• _Goal of the exercise_:
The output must match the entries below exactly.

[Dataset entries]
_ _ _
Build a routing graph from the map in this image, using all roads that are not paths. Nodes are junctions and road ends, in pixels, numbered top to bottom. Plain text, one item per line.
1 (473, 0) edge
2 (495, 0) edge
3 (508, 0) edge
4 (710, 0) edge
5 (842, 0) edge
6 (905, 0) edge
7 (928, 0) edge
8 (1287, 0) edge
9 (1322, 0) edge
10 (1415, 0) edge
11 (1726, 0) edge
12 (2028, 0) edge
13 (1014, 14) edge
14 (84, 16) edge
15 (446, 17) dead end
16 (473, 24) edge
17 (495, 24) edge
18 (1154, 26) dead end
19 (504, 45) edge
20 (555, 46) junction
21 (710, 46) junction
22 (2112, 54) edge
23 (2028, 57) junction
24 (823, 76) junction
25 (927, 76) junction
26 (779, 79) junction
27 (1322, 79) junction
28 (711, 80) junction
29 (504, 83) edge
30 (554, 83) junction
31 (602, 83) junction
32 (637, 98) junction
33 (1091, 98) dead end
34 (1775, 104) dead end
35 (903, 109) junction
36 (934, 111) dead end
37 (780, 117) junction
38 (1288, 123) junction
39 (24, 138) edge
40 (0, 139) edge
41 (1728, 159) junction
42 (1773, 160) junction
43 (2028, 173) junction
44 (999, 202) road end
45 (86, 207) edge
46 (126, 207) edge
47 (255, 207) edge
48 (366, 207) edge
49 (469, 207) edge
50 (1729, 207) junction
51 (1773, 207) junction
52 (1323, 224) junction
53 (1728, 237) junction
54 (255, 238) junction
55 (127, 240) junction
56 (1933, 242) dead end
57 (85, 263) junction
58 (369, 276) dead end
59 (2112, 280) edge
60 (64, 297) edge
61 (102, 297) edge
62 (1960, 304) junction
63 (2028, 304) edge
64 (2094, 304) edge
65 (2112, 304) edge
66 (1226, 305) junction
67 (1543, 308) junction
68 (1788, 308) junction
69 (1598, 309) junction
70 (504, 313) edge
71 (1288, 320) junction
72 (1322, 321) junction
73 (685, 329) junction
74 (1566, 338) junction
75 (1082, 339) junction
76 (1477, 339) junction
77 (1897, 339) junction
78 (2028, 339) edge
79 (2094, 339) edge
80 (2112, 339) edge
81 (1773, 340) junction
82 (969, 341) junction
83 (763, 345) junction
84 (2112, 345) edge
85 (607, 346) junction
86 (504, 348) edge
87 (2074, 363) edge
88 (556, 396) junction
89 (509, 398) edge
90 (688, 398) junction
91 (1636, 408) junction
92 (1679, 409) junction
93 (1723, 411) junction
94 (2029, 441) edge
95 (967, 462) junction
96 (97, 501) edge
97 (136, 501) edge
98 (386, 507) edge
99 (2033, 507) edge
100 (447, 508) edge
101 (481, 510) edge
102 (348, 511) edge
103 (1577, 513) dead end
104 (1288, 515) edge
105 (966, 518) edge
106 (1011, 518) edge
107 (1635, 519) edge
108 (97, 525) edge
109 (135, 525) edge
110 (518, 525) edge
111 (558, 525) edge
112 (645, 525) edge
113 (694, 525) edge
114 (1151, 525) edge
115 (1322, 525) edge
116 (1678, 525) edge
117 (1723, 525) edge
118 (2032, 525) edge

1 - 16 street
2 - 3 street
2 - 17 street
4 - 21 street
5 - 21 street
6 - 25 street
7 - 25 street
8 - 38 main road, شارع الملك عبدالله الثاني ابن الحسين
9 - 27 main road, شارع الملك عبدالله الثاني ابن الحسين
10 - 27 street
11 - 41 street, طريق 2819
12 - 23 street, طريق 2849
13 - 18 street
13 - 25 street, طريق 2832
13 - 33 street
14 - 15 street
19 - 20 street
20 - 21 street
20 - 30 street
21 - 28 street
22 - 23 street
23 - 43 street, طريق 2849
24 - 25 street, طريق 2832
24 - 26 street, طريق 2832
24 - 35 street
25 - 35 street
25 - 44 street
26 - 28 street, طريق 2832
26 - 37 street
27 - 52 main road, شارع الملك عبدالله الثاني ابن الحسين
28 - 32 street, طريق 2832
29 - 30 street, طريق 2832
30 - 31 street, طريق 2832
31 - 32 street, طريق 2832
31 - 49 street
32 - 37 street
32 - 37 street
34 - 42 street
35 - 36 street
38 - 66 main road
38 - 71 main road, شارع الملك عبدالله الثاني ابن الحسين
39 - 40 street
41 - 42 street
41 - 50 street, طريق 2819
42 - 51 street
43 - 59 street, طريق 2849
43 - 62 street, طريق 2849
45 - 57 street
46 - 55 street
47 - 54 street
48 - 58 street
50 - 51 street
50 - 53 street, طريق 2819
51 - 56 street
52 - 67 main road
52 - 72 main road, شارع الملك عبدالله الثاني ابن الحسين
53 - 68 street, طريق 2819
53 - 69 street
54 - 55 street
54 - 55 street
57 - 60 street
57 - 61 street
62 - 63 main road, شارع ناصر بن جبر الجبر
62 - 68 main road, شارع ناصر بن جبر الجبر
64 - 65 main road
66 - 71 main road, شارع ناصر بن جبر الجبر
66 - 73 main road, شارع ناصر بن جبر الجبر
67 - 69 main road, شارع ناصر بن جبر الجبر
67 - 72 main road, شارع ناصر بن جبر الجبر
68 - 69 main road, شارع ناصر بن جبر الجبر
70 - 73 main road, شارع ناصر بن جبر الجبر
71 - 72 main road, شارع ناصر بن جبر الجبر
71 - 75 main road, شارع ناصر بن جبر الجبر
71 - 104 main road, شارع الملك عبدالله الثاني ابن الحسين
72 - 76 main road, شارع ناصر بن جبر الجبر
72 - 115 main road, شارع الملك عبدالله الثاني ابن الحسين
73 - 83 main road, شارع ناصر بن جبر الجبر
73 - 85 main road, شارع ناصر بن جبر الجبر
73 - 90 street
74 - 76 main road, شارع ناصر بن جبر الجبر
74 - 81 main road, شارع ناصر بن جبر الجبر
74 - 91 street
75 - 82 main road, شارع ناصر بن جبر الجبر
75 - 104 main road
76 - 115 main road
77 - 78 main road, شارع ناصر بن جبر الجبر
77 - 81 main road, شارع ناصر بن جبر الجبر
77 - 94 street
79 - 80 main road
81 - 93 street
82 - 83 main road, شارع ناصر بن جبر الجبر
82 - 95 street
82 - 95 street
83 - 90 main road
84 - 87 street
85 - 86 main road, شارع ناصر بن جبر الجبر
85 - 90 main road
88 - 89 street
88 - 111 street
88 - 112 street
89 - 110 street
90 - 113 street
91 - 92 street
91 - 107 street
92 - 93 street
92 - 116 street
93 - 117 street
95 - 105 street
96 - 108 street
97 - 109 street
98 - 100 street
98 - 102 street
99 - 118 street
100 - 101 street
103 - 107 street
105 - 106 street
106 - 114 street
_ _ _
• _Worked solution_:
Build a routing graph from the map in this image, using all roads that are not paths. Nodes are junctions and road ends, in pixels, numbered top to bottom. Plain text, one item per line.
1 (473, 0) edge
2 (495, 0) edge
3 (508, 0) edge
4 (710, 0) edge
5 (842, 0) edge
6 (905, 0) edge
7 (928, 0) edge
8 (1287, 0) edge
9 (1322, 0) edge
10 (1415, 0) edge
11 (1726, 0) edge
12 (2028, 0) edge
13 (1014, 14) edge
14 (84, 16) edge
15 (446, 17) dead end
16 (473, 24) edge
17 (495, 24) edge
18 (1154, 26) dead end
19 (504, 45) edge
20 (555, 46) junction
21 (710, 46) junction
22 (2112, 54) edge
23 (2028, 57) junction
24 (823, 76) junction
25 (927, 76) junction
26 (779, 79) junction
27 (1322, 79) junction
28 (711, 80) junction
29 (504, 83) edge
30 (554, 83) junction
31 (602, 83) junction
32 (637, 98) junction
33 (1091, 98) dead end
34 (1775, 104) dead end
35 (903, 109) junction
36 (934, 111) dead end
37 (780, 117) junction
38 (1288, 123) junction
39 (24, 138) edge
40 (0, 139) edge
41 (1728, 159) junction
42 (1773, 160) junction
43 (2028, 173) junction
44 (999, 202) road end
45 (86, 207) edge
46 (126, 207) edge
47 (255, 207) edge
48 (366, 207) edge
49 (469, 207) edge
50 (1729, 207) junction
51 (1773, 207) junction
52 (1323, 224) junction
53 (1728, 237) junction
54 (255, 238) junction
55 (127, 240) junction
56 (1933, 242) dead end
57 (85, 263) junction
58 (369, 276) dead end
59 (2112, 280) edge
60 (64, 297) edge
61 (102, 297) edge
62 (1960, 304) junction
63 (2028, 304) edge
64 (2094, 304) edge
65 (2112, 304) edge
66 (1226, 305) junction
67 (1543, 308) junction
68 (1788, 308) junction
69 (1598, 309) junction
70 (504, 313) edge
71 (1288, 320) junction
72 (1322, 321) junction
73 (685, 329) junction
74 (1566, 338) junction
75 (1082, 339) junction
76 (1477, 339) junction
77 (1897, 339) junction
78 (2028, 339) edge
79 (2094, 339) edge
80 (2112, 339) edge
81 (1773, 340) junction
82 (969, 341) junction
83 (763, 345) junction
84 (2112, 345) edge
85 (607, 346) junction
86 (504, 348) edge
87 (2074, 363) edge
88 (556, 396) junction
89 (509, 398) edge
90 (688, 398) junction
91 (1636, 408) junction
92 (1679, 409) junction
93 (1723, 411) junction
94 (2029, 441) edge
95 (967, 462) junction
96 (97, 501) edge
97 (136, 501) edge
98 (386, 507) edge
99 (2033, 507) edge
100 (447, 508) edge
101 (481, 510) edge
102 (348, 511) edge
103 (1577, 513) dead end
104 (1288, 515) edge
105 (966, 518) edge
106 (1011, 518) edge
107 (1635, 519) edge
108 (97, 525) edge
109 (135, 525) edge
110 (518, 525) edge
111 (558, 525) edge
112 (645, 525) edge
113 (694, 525) edge
114 (1151, 525) edge
115 (1322, 525) edge
116 (1678, 525) edge
117 (1723, 525) edge
118 (2032, 525) edge

1 - 16 street
2 - 3 street
2 - 17 street
4 - 21 street
5 - 21 street
6 - 25 street
7 - 25 street
8 - 38 main road, شارع الملك عبدالله الثاني ابن الحسين
9 - 27 main road, شارع الملك عبدالله الثاني ابن الحسين
10 - 27 street
11 - 41 street, طريق 2819
12 - 23 street, طريق 2849
13 - 18 street
13 - 25 street, طريق 2832
13 - 33 street
14 - 15 street
19 - 20 street
20 - 21 street
20 - 30 street
21 - 28 street
22 - 23 street
23 - 43 street, طريق 2849
24 - 25 street, طريق 2832
24 - 26 street, طريق 2832
24 - 35 street
25 - 35 street
25 - 44 street
26 - 28 street, طريق 2832
26 - 37 street
27 - 52 main road, شارع الملك عبدالله الثاني ابن الحسين
28 - 32 street, طريق 2832
29 - 30 street, طريق 2832
30 - 31 street, طريق 2832
31 - 32 street, طريق 2832
31 - 49 street
32 - 37 street
32 - 37 street
34 - 42 street
35 - 36 street
38 - 66 main road
38 - 71 main road, شارع الملك عبدالله الثاني ابن الحسين
39 - 40 street
41 - 42 street
41 - 50 street, طريق 2819
42 - 51 street
43 - 59 street, طريق 2849
43 - 62 street, طريق 2849
45 - 57 street
46 - 55 street
47 - 54 street
48 - 58 street
50 - 51 street
50 - 53 street, طريق 2819
51 - 56 street
52 - 67 main road
52 - 72 main road, شارع الملك عبدالله الثاني ابن الحسين
53 - 68 street, طريق 2819
53 - 69 street
54 - 55 street
54 - 55 street
57 - 60 street
57 - 61 street
62 - 63 main road, شارع ناصر بن جبر الجبر
62 - 68 main road, شارع ناصر بن جبر الجبر
64 - 65 main road
66 - 71 main road, شارع ناصر بن جبر الجبر
66 - 73 main road, شارع ناصر بن جبر الجبر
67 - 69 main road, شارع ناصر بن جبر الجبر
67 - 72 main road, شارع ناصر بن جبر الجبر
68 - 69 main road, شارع ناصر بن جبر الجبر
70 - 73 main road, شارع ناصر بن جبر الجبر
71 - 72 main road, شارع ناصر بن جبر الجبر
71 - 75 main road, شارع ناصر بن جبر الجبر
71 - 104 main road, شارع الملك عبدالله الثاني ابن الحسين
72 - 76 main road, شارع ناصر بن جبر الجبر
72 - 115 main road, شارع الملك عبدالله الثاني ابن الحسين
73 - 83 main road, شارع ناصر بن جبر الجبر
73 - 85 main road, شارع ناصر بن جبر الجبر
73 - 90 street
74 - 76 main road, شارع ناصر بن جبر الجبر
74 - 81 main road, شارع ناصر بن جبر الجبر
74 - 91 street
75 - 82 main road, شارع ناصر بن جبر الجبر
75 - 104 main road
76 - 115 main road
77 - 78 main road, شارع ناصر بن جبر الجبر
77 - 81 main road, شارع ناصر بن جبر الجبر
77 - 94 street
79 - 80 main road
81 - 93 street
82 - 83 main road, شارع ناصر بن جبر الجبر
82 - 95 street
82 - 95 street
83 - 90 main road
84 - 87 street
85 - 86 main road, شارع ناصر بن جبر الجبر
85 - 90 main road
88 - 89 street
88 - 111 street
88 - 112 street
89 - 110 street
90 - 113 street
91 - 92 street
91 - 107 street
92 - 93 street
92 - 116 street
93 - 117 street
95 - 105 street
96 - 108 street
97 - 109 street
98 - 100 street
98 - 102 street
99 - 118 street
100 - 101 street
103 - 107 street
105 - 106 street
106 - 114 street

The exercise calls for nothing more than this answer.